I'm still talking to Mr Beard and trying to arrange a date but I feel we have talked too much and he is slightly OI. Last night he told me his full name 'in case I wanted to have a nose at his Facebook account', of course I had a nose, nothing untoward there but just conforms that I'm not sure if he is my type, he's a bit of a hippy, likes rock music and likes going out on the piss with his friends (his house mates), no problem with that but not really my thing. I think I need to find some more irons to take the focus off of Mr Beard a bit.

POF is dead, I joined a few others but seems to be the same faces everywhere.

OnceMoreIntoTheBleach · 03/04/2017 08:07

Pringle it sounds like you have the right idea! Btw my post wasn't specifically aimed at you, and not judging at all. Just wondering if it's a common thing to do. Should I be considering it? Lol!

pringlecat · 03/04/2017 08:18

OnceMoreIntoTheBleach ShatnersWig I had this conversation with a good friend of mine who dated a lot before she settled down. She agreed with me that if you've ever been in an actual relationship, it's hard and rarely works. However, if you've only been on a few dates, it can work if you both want it to. She's got a few male friends that way and her DH is fine with it.

Beardy is the only iron I've met who I would consider being friends with. Although, I think that's because both of us don't want to close that door forever and if we're ever both single at the same time, who knows? Which is an awful basis for a friendship. I'm one of those women who has tons of male friends, hardly any female friends and most women hate.

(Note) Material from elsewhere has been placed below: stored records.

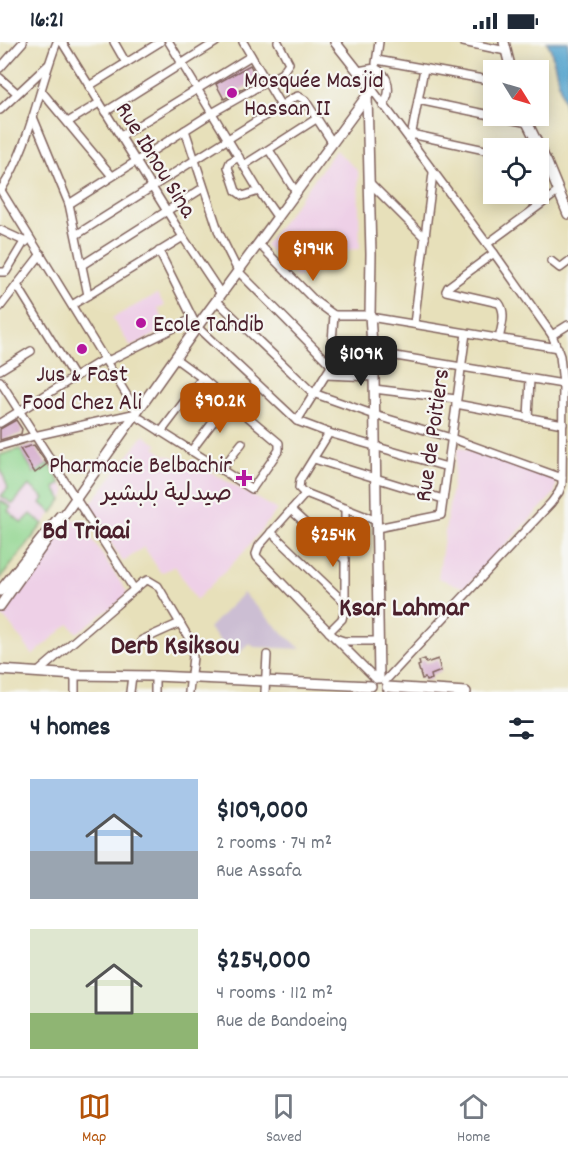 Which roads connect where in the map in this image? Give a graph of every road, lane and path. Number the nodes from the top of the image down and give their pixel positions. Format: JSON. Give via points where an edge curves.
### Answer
{"nodes":[{"id":1,"x":23,"y":42,"type":"edge"},
{"id":2,"x":57,"y":42,"type":"edge"},
{"id":3,"x":62,"y":42,"type":"edge"},
{"id":4,"x":114,"y":42,"type":"edge"},
{"id":5,"x":160,"y":42,"type":"edge"},
{"id":6,"x":169,"y":42,"type":"edge"},
{"id":7,"x":216,"y":42,"type":"edge"},
{"id":8,"x":243,"y":42,"type":"edge"},
{"id":9,"x":278,"y":42,"type":"edge"},
{"id":10,"x":335,"y":42,"type":"edge"},
{"id":11,"x":379,"y":42,"type":"edge"},
{"id":12,"x":463,"y":42,"type":"edge"},
{"id":13,"x":505,"y":46,"type":"edge"},
{"id":14,"x":251,"y":56,"type":"junction"},
{"id":15,"x":126,"y":63,"type":"junction"},
{"id":16,"x":181,"y":64,"type":"junction"},
{"id":17,"x":376,"y":64,"type":"junction"},
{"id":18,"x":48,"y":65,"type":"junction"},
{"id":19,"x":0,"y":68,"type":"edge"},
{"id":20,"x":424,"y":69,"type":"junction"},
{"id":21,"x":358,"y":71,"type":"junction"},
{"id":22,"x":0,"y":78,"type":"edge"},
{"id":23,"x":483,"y":79,"type":"edge"},
{"id":24,"x":267,"y":81,"type":"junction"},
{"id":25,"x":89,"y":86,"type":"junction"},
{"id":26,"x":198,"y":89,"type":"junction"},
{"id":27,"x":368,"y":90,"type":"junction"},
{"id":28,"x":42,"y":92,"type":"junction"},
{"id":29,"x":17,"y":93,"type":"junction"},
{"id":30,"x":418,"y":100,"type":"junction"},
{"id":31,"x":99,"y":103,"type":"junction"},
{"id":32,"x":281,"y":106,"type":"junction"},
{"id":33,"x":383,"y":106,"type":"junction"},
{"id":34,"x":0,"y":110,"type":"edge"},
{"id":35,"x":483,"y":111,"type":"edge"},
{"id":36,"x":105,"y":112,"type":"junction"},
{"id":37,"x":212,"y":112,"type":"junction"},
{"id":38,"x":33,"y":117,"type":"junction"},
{"id":39,"x":316,"y":119,"type":"junction"},
{"id":40,"x":68,"y":122,"type":"junction"},
{"id":41,"x":185,"y":130,"type":"junction"},
{"id":42,"x":121,"y":136,"type":"junction"},
{"id":43,"x":411,"y":136,"type":"junction"},
{"id":44,"x":229,"y":140,"type":"junction"},
{"id":45,"x":332,"y":142,"type":"junction"},
{"id":46,"x":269,"y":150,"type":"junction"},
{"id":47,"x":483,"y":150,"type":"edge"},
{"id":48,"x":239,"y":157,"type":"junction"},
{"id":49,"x":194,"y":159,"type":"junction"},
{"id":50,"x":136,"y":160,"type":"junction"},
{"id":51,"x":244,"y":165,"type":"junction"},
{"id":52,"x":434,"y":173,"type":"junction"},
{"id":53,"x":549,"y":173,"type":"edge"},
{"id":54,"x":111,"y":176,"type":"junction"},
{"id":55,"x":369,"y":183,"type":"junction"},
{"id":56,"x":153,"y":186,"type":"junction"},
{"id":57,"x":203,"y":188,"type":"junction"},
{"id":58,"x":259,"y":191,"type":"junction"},
{"id":59,"x":559,"y":191,"type":"junction"},
{"id":60,"x":296,"y":192,"type":"junction"},
{"id":61,"x":1,"y":194,"type":"edge"},
{"id":62,"x":69,"y":204,"type":"junction"},
{"id":63,"x":168,"y":210,"type":"junction"},
{"id":64,"x":568,"y":214,"type":"edge"},
{"id":65,"x":278,"y":218,"type":"junction"},
{"id":66,"x":0,"y":230,"type":"edge"},
{"id":67,"x":76,"y":235,"type":"junction"},
{"id":68,"x":183,"y":237,"type":"junction"},
{"id":69,"x":424,"y":238,"type":"junction"},
{"id":70,"x":24,"y":242,"type":"junction"},
{"id":71,"x":487,"y":243,"type":"junction"},
{"id":72,"x":35,"y":244,"type":"junction"},
{"id":73,"x":259,"y":244,"type":"junction"},
{"id":74,"x":159,"y":251,"type":"junction"},
{"id":75,"x":494,"y":253,"type":"junction"},
{"id":76,"x":40,"y":254,"type":"junction"},
{"id":77,"x":551,"y":261,"type":"dead end"},
{"id":78,"x":568,"y":262,"type":"edge"},
{"id":79,"x":82,"y":265,"type":"junction"},
{"id":80,"x":238,"y":271,"type":"junction"},
{"id":81,"x":0,"y":272,"type":"edge"},
{"id":82,"x":17,"y":285,"type":"junction"},
{"id":83,"x":0,"y":294,"type":"edge"},
{"id":84,"x":88,"y":295,"type":"junction"},
{"id":85,"x":219,"y":298,"type":"junction"},
{"id":86,"x":7,"y":299,"type":"junction"},
{"id":87,"x":72,"y":305,"type":"junction"},
{"id":88,"x":0,"y":307,"type":"edge"},
{"id":89,"x":334,"y":315,"type":"junction"},
{"id":90,"x":370,"y":316,"type":"junction"},
{"id":91,"x":195,"y":323,"type":"junction"},
{"id":92,"x":414,"y":324,"type":"junction"},
{"id":93,"x":568,"y":325,"type":"edge"},
{"id":94,"x":466,"y":333,"type":"junction"},
{"id":95,"x":552,"y":335,"type":"junction"},
{"id":96,"x":499,"y":339,"type":"junction"},
{"id":97,"x":558,"y":348,"type":"junction"},
{"id":98,"x":31,"y":351,"type":"dead end"},
{"id":99,"x":372,"y":352,"type":"junction"},
{"id":100,"x":564,"y":356,"type":"edge"},
{"id":101,"x":176,"y":359,"type":"junction"},
{"id":102,"x":107,"y":360,"type":"junction"},
{"id":103,"x":331,"y":365,"type":"junction"},
{"id":104,"x":461,"y":368,"type":"junction"},
{"id":105,"x":0,"y":370,"type":"edge"},
{"id":106,"x":326,"y":375,"type":"junction"},
{"id":107,"x":374,"y":376,"type":"junction"},
{"id":108,"x":74,"y":377,"type":"junction"},
{"id":109,"x":202,"y":378,"type":"junction"},
{"id":110,"x":530,"y":379,"type":"junction"},
{"id":111,"x":0,"y":381,"type":"edge"},
{"id":112,"x":563,"y":384,"type":"junction"},
{"id":113,"x":374,"y":389,"type":"junction"},
{"id":114,"x":313,"y":393,"type":"junction"},
{"id":115,"x":229,"y":401,"type":"junction"},
{"id":116,"x":456,"y":401,"type":"junction"},
{"id":117,"x":18,"y":411,"type":"junction"},
{"id":118,"x":139,"y":414,"type":"junction"},
{"id":119,"x":375,"y":415,"type":"junction"},
{"id":120,"x":4,"y":418,"type":"edge"},
{"id":121,"x":528,"y":418,"type":"junction"},
{"id":122,"x":297,"y":421,"type":"junction"},
{"id":123,"x":0,"y":423,"type":"edge"},
{"id":124,"x":563,"y":424,"type":"junction"},
{"id":125,"x":161,"y":432,"type":"junction"},
{"id":126,"x":329,"y":433,"type":"junction"},
{"id":127,"x":34,"y":436,"type":"junction"},
{"id":128,"x":451,"y":438,"type":"junction"},
{"id":129,"x":242,"y":443,"type":"dead end"},
{"id":130,"x":0,"y":446,"type":"edge"},
{"id":131,"x":375,"y":446,"type":"junction"},
{"id":132,"x":191,"y":452,"type":"junction"},
{"id":133,"x":314,"y":459,"type":"junction"},
{"id":134,"x":447,"y":467,"type":"junction"},
{"id":135,"x":221,"y":470,"type":"junction"},
{"id":136,"x":375,"y":478,"type":"junction"},
{"id":137,"x":562,"y":478,"type":"junction"},
{"id":138,"x":306,"y":493,"type":"junction"},
{"id":139,"x":74,"y":499,"type":"junction"},
{"id":140,"x":443,"y":499,"type":"junction"},
{"id":141,"x":345,"y":508,"type":"junction"},
{"id":142,"x":291,"y":510,"type":"junction"},
{"id":143,"x":377,"y":524,"type":"junction"},
{"id":144,"x":272,"y":532,"type":"junction"},
{"id":145,"x":345,"y":560,"type":"junction"},
{"id":146,"x":134,"y":589,"type":"junction"},
{"id":147,"x":0,"y":591,"type":"edge"},
{"id":148,"x":345,"y":603,"type":"junction"},
{"id":149,"x":0,"y":604,"type":"edge"},
{"id":150,"x":180,"y":622,"type":"junction"},
{"id":151,"x":329,"y":632,"type":"junction"},
{"id":152,"x":335,"y":638,"type":"junction"},
{"id":153,"x":142,"y":640,"type":"dead end"},
{"id":154,"x":378,"y":641,"type":"junction"},
{"id":155,"x":267,"y":655,"type":"dead end"},
{"id":156,"x":0,"y":669,"type":"edge"},
{"id":157,"x":38,"y":672,"type":"junction"},
{"id":158,"x":75,"y":675,"type":"junction"},
{"id":159,"x":132,"y":676,"type":"junction"},
{"id":160,"x":154,"y":676,"type":"junction"},
{"id":161,"x":190,"y":678,"type":"junction"},
{"id":162,"x":266,"y":682,"type":"junction"},
{"id":163,"x":381,"y":686,"type":"edge"},
{"id":164,"x":75,"y":692,"type":"edge"},
{"id":165,"x":130,"y":692,"type":"edge"},
{"id":166,"x":155,"y":692,"type":"edge"},
{"id":167,"x":189,"y":692,"type":"edge"},
{"id":168,"x":266,"y":692,"type":"edge"},
{"id":169,"x":466,"y":692,"type":"edge"}],
"edges":[{"from":1,"to":19,"type":"street"},
{"from":2,"to":18,"type":"street"},
{"from":3,"to":25,"type":"street","name":"Rue Ibnou Sina"},
{"from":4,"to":15,"type":"street"},
{"from":5,"to":15,"type":"street"},
{"from":6,"to":16,"type":"street"},
{"from":7,"to":16,"type":"street"},
{"from":8,"to":14,"type":"street"},
{"from":9,"to":24,"type":"street","via":[[288,58],[288,66]]},
{"from":10,"to":21,"type":"street"},
{"from":11,"to":17,"type":"street"},
{"from":12,"to":13,"type":"street"},
{"from":14,"to":24,"type":"street"},
{"from":14,"to":26,"type":"street"},
{"from":15,"to":25,"type":"street"},
{"from":16,"to":26,"type":"street"},
{"from":16,"to":36,"type":"street"},
{"from":17,"to":20,"type":"street"},
{"from":17,"to":21,"type":"street"},
{"from":17,"to":33,"type":"street","via":[[389,88]]},
{"from":18,"to":28,"type":"street"},
{"from":18,"to":29,"type":"street"},
{"from":20,"to":23,"type":"street"},
{"from":20,"to":30,"type":"street"},
{"from":21,"to":27,"type":"street"},
{"from":22,"to":29,"type":"street"},
{"from":24,"to":32,"type":"street"},
{"from":24,"to":37,"type":"street"},
{"from":25,"to":31,"type":"street","name":"Rue Ibnou Sina"},
{"from":26,"to":37,"type":"street"},
{"from":26,"to":42,"type":"street"},
{"from":27,"to":33,"type":"street"},
{"from":27,"to":45,"type":"street"},
{"from":27,"to":55,"type":"street"},
{"from":28,"to":38,"type":"street"},
{"from":28,"to":40,"type":"street"},
{"from":29,"to":34,"type":"street"},
{"from":30,"to":35,"type":"street"},
{"from":30,"to":43,"type":"street"},
{"from":31,"to":36,"type":"street","name":"Rue Ibnou Sina"},
{"from":31,"to":40,"type":"street"},
{"from":32,"to":39,"type":"street","via":[[302,97]]},
{"from":32,"to":44,"type":"street"},
{"from":33,"to":43,"type":"street"},
{"from":36,"to":42,"type":"street","name":"Rue Ibnou Sina"},
{"from":37,"to":41,"type":"street"},
{"from":37,"to":44,"type":"street"},
{"from":38,"to":61,"type":"street","via":[[19,160]]},
{"from":38,"to":62,"type":"street"},
{"from":39,"to":45,"type":"street"},
{"from":39,"to":46,"type":"street"},
{"from":40,"to":54,"type":"street"},
{"from":41,"to":49,"type":"street"},
{"from":41,"to":50,"type":"street"},
{"from":42,"to":50,"type":"street","name":"Rue Ibnou Sina"},
{"from":43,"to":47,"type":"street"},
{"from":43,"to":52,"type":"street"},
{"from":44,"to":48,"type":"street"},
{"from":44,"to":49,"type":"street"},
{"from":45,"to":60,"type":"street"},
{"from":46,"to":51,"type":"street"},
{"from":46,"to":60,"type":"street"},
{"from":48,"to":51,"type":"street"},
{"from":48,"to":58,"type":"street","via":[[228,166],[236,191],[243,196]]},
{"from":49,"to":56,"type":"street"},
{"from":49,"to":57,"type":"street"},
{"from":50,"to":54,"type":"street"},
{"from":50,"to":56,"type":"street","name":"Rue Ibnou Sina"},
{"from":51,"to":58,"type":"street"},
{"from":52,"to":69,"type":"street"},
{"from":52,"to":71,"type":"street"},
{"from":53,"to":59,"type":"street"},
{"from":54,"to":62,"type":"street"},
{"from":55,"to":69,"type":"street"},
{"from":55,"to":90,"type":"street"},
{"from":56,"to":63,"type":"street","name":"Rue Ibnou Sina"},
{"from":56,"to":67,"type":"street"},
{"from":57,"to":63,"type":"street"},
{"from":57,"to":80,"type":"street","via":[[225,248]]},
{"from":58,"to":65,"type":"street"},
{"from":59,"to":64,"type":"street"},
{"from":59,"to":71,"type":"street"},
{"from":60,"to":65,"type":"street"},
{"from":61,"to":72,"type":"street"},
{"from":62,"to":67,"type":"street"},
{"from":63,"to":68,"type":"street","name":"Rue Ibnou Sina"},
{"from":63,"to":79,"type":"street"},
{"from":65,"to":73,"type":"street"},
{"from":66,"to":70,"type":"street"},
{"from":67,"to":79,"type":"street"},
{"from":68,"to":74,"type":"street"},
{"from":68,"to":85,"type":"street","name":"Rue Ibnou Sina"},
{"from":69,"to":92,"type":"street"},
{"from":70,"to":72,"type":"street"},
{"from":70,"to":81,"type":"street","via":[[6,272]]},
{"from":71,"to":75,"type":"street"},
{"from":72,"to":76,"type":"street"},
{"from":73,"to":80,"type":"street"},
{"from":73,"to":89,"type":"street"},
{"from":74,"to":84,"type":"street"},
{"from":74,"to":91,"type":"street"},
{"from":75,"to":95,"type":"street"},
{"from":75,"to":96,"type":"street","via":[[446,291],[499,303],[503,309]]},
{"from":76,"to":82,"type":"street"},
{"from":76,"to":87,"type":"street"},
{"from":77,"to":78,"type":"street","via":[[560,268]]},
{"from":79,"to":84,"type":"street"},
{"from":80,"to":85,"type":"street"},
{"from":80,"to":103,"type":"street"},
{"from":82,"to":86,"type":"street"},
{"from":82,"to":108,"type":"street"},
{"from":83,"to":86,"type":"street"},
{"from":84,"to":87,"type":"street"},
{"from":85,"to":91,"type":"street"},
{"from":85,"to":114,"type":"street","name":"Rue Ibnou Sina"},
{"from":86,"to":88,"type":"street"},
{"from":87,"to":102,"type":"street"},
{"from":89,"to":90,"type":"street"},
{"from":89,"to":103,"type":"street"},
{"from":90,"to":92,"type":"street"},
{"from":90,"to":99,"type":"street"},
{"from":91,"to":101,"type":"street"},
{"from":91,"to":102,"type":"street"},
{"from":91,"to":122,"type":"street"},
{"from":92,"to":94,"type":"street"},
{"from":93,"to":95,"type":"street"},
{"from":94,"to":96,"type":"street"},
{"from":94,"to":104,"type":"street","name":"Rue de Poitiers"},
{"from":95,"to":97,"type":"street"},
{"from":96,"to":97,"type":"street"},
{"from":97,"to":100,"type":"street"},
{"from":98,"to":105,"type":"street"},
{"from":99,"to":104,"type":"street"},
{"from":99,"to":107,"type":"street"},
{"from":100,"to":112,"type":"street"},
{"from":101,"to":109,"type":"street"},
{"from":101,"to":118,"type":"street"},
{"from":102,"to":108,"type":"street"},
{"from":102,"to":118,"type":"street"},
{"from":103,"to":106,"type":"street"},
{"from":104,"to":110,"type":"street"},
{"from":104,"to":116,"type":"street","name":"Rue de Poitiers"},
{"from":106,"to":107,"type":"street"},
{"from":106,"to":114,"type":"street"},
{"from":107,"to":113,"type":"street"},
{"from":108,"to":117,"type":"street"},
{"from":109,"to":115,"type":"street"},
{"from":109,"to":125,"type":"street"},
{"from":110,"to":112,"type":"street"},
{"from":110,"to":121,"type":"street"},
{"from":111,"to":117,"type":"street"},
{"from":112,"to":124,"type":"street"},
{"from":113,"to":116,"type":"street"},
{"from":113,"to":119,"type":"street"},
{"from":114,"to":119,"type":"street"},
{"from":114,"to":122,"type":"street"},
{"from":115,"to":132,"type":"street"},
{"from":115,"to":135,"type":"street","via":[[280,446],[253,489]]},
{"from":116,"to":121,"type":"street"},
{"from":116,"to":128,"type":"street","name":"Rue de Poitiers"},
{"from":117,"to":120,"type":"street"},
{"from":117,"to":127,"type":"street"},
{"from":118,"to":125,"type":"street"},
{"from":118,"to":127,"type":"street"},
{"from":118,"to":139,"type":"street"},
{"from":119,"to":128,"type":"street"},
{"from":119,"to":131,"type":"street"},
{"from":120,"to":123,"type":"street"},
{"from":121,"to":124,"type":"street"},
{"from":122,"to":126,"type":"street"},
{"from":124,"to":137,"type":"street"},
{"from":125,"to":132,"type":"street"},
{"from":126,"to":131,"type":"street"},
{"from":126,"to":133,"type":"street"},
{"from":127,"to":130,"type":"street"},
{"from":127,"to":139,"type":"street"},
{"from":128,"to":134,"type":"street","name":"Rue de Poitiers"},
{"from":128,"to":137,"type":"street"},
{"from":129,"to":135,"type":"street"},
{"from":131,"to":134,"type":"street"},
{"from":131,"to":136,"type":"street"},
{"from":132,"to":135,"type":"street"},
{"from":133,"to":136,"type":"street"},
{"from":133,"to":138,"type":"street","via":[[299,483],[299,489]]},
{"from":134,"to":140,"type":"street","name":"Rue de Poitiers"},
{"from":136,"to":140,"type":"street"},
{"from":136,"to":143,"type":"street"},
{"from":137,"to":163,"type":"street","via":[[551,503]]},
{"from":138,"to":141,"type":"street"},
{"from":138,"to":142,"type":"street"},
{"from":139,"to":146,"type":"street"},
{"from":139,"to":147,"type":"street"},
{"from":139,"to":149,"type":"street"},
{"from":140,"to":143,"type":"street","name":"Rue de Poitiers","via":[[440,516]]},
{"from":141,"to":143,"type":"street"},
{"from":141,"to":145,"type":"street"},
{"from":142,"to":144,"type":"street"},
{"from":142,"to":145,"type":"street"},
{"from":143,"to":154,"type":"street"},
{"from":144,"to":148,"type":"street"},
{"from":144,"to":151,"type":"street","via":[[259,546],[257,557]]},
{"from":145,"to":148,"type":"street"},
{"from":146,"to":150,"type":"street","via":[[148,580],[154,582]]},
{"from":146,"to":157,"type":"street"},
{"from":148,"to":151,"type":"street","via":[[342,619]]},
{"from":150,"to":153,"type":"street"},
{"from":150,"to":161,"type":"street","via":[[192,647]]},
{"from":151,"to":152,"type":"street"},
{"from":152,"to":154,"type":"street"},
{"from":152,"to":163,"type":"street"},
{"from":154,"to":163,"type":"street"},
{"from":155,"to":162,"type":"street"},
{"from":156,"to":157,"type":"street"},
{"from":157,"to":158,"type":"street"},
{"from":158,"to":159,"type":"street"},
{"from":158,"to":164,"type":"street"},
{"from":159,"to":160,"type":"street"},
{"from":159,"to":165,"type":"street"},
{"from":160,"to":161,"type":"street"},
{"from":160,"to":166,"type":"street"},
{"from":161,"to":162,"type":"street"},
{"from":161,"to":167,"type":"street"},
{"from":162,"to":163,"type":"street"},
{"from":162,"to":168,"type":"street"},
{"from":163,"to":169,"type":"street"}]}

Lovemusic33 What is it with Beards and FB? Beardy asked for my surname so he could FB stalk me. I declined.

I think my next iron is going to be a Bumble iron. I've been accumulating lots of Bumble matches, so need to swipe right to a few and get chatting. I think I'm ready to get back in the game.

Thattwatoverthere · 03/04/2017 08:21

I've deleted and reinstalled my tinder app. Lots more hotties now so waiting for the matches to roll in..... or probably not. I did match with a guy I met on a night out years and years ago so trying to be brave and send the first message. We already have each other's phone numbers so there's one thing I don't have to tick off Wink

Pof is just rubbish at the minute. I unhid myself and there's not a lot happening. Might have to follow infos lead (I think it was info?) and delete and reinstall that too.

The start of summer always makes me want to meet someone!